La segunda consideración guarda relación con el entorno cultural y político que preside el Ayuntamiento y ahora también a la Generalitat y al propio Gobierno. Durante décadas este entorno cultural ha sido hipercrítico con la Sagrada Familia, la ha presentado como una obra reaccionaria que debía ser paralizada, incluso se propuso en el pasado convertirla en estación de metro.

Como mínimo intelectuales de este entorno cultural han lanzado en el pasado dos campañas de recogida de firmas para detener la obra. Solo el éxito espectacular que la ha acompañado y la constancia de sus promotores lo ha evitado.

La Sagrada Familia ha pasado a ser el emblema de la ciudad, dejando muy en segundo plano el tradicional monumento a Colon. En la actualidad es el lugar más visitado, con 2,6 millones de personas. Todo esto ha convertido a la Sagrada Familia en imparable, y los que querían ver el proyecto sin realizar han tenido que callar por la fuerza de los hechos.

Desde esta sensibilidad, que el túnel pase más o menos cerca, se entiende que no genere demasiadas preocupaciones. Es más, una forma de evitar que la Sagrada Familia se culmine es precisamente esta: el Templo tardará algo más de una década de trabajos a buen ritmo para finalizar, mucho después por tanto que el túnel del AVE.

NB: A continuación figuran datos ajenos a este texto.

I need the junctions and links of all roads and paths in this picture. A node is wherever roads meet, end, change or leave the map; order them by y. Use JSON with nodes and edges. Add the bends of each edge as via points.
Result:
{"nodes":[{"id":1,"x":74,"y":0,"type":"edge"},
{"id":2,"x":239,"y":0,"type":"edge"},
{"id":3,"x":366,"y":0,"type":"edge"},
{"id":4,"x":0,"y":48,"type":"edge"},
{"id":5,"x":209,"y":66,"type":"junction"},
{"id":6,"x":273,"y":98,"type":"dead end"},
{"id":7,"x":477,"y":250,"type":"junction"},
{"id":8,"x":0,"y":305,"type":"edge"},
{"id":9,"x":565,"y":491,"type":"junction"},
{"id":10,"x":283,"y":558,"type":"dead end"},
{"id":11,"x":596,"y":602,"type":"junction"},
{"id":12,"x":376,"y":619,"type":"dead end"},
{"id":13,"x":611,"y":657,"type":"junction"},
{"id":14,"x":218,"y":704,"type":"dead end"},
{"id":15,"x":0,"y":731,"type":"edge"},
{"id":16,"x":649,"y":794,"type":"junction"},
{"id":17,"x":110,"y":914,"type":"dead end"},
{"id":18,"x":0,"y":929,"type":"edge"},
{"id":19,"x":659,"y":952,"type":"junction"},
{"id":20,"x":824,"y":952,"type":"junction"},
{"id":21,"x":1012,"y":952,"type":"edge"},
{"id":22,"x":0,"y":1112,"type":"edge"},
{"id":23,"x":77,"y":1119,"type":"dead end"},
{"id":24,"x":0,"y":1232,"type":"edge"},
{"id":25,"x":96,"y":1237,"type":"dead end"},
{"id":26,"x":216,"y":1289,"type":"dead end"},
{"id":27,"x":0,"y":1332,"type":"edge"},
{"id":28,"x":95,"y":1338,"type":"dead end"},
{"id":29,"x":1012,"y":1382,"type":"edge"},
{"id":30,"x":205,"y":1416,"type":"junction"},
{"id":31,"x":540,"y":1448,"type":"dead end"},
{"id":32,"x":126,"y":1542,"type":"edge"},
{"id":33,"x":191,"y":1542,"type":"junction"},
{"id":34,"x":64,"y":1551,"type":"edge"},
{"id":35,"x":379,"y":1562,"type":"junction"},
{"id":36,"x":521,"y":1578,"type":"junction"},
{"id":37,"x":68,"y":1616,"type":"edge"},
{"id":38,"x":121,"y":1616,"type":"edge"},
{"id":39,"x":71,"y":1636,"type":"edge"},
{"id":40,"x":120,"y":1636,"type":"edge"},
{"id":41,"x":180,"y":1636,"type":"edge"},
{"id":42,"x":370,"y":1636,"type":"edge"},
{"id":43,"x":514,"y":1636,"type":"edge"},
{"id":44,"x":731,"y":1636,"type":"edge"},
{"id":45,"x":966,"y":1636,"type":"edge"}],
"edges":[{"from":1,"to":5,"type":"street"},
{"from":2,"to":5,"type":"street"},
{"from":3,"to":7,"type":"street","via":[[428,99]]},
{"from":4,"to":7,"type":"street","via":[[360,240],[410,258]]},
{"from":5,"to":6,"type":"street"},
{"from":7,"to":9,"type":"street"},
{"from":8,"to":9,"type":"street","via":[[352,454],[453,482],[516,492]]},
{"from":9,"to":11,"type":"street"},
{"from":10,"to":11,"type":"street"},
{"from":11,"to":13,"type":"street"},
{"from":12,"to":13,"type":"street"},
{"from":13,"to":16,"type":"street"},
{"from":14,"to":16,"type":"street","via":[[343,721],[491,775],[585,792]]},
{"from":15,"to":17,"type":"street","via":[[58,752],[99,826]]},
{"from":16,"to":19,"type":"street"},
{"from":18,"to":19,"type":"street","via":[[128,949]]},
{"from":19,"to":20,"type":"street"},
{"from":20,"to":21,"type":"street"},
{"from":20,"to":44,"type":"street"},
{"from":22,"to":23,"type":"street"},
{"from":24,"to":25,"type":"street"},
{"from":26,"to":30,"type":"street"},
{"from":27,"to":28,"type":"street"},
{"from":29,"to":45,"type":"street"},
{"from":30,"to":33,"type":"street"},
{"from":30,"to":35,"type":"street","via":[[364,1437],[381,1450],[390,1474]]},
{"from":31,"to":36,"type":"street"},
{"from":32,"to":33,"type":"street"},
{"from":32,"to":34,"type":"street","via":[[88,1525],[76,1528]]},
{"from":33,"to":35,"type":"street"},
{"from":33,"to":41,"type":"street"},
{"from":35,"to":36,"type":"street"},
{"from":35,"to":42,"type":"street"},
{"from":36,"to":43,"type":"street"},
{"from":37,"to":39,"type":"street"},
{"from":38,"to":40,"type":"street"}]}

Cuando éste esté hecho y funcione, se puede producir que dentro de unos años se formule la advertencia de que por razones de seguridad el templo no puede continuar elevándose porque incurriría en un riesgo y que, por consiguiente, la obra debe quedar tal y como se encuentre.

Como no se va a cerrar el AVE es evidente que entre protestas y lamentaciones el hecho consumado sería detener la obra. Este es el riesgo a corto plazo más evidente.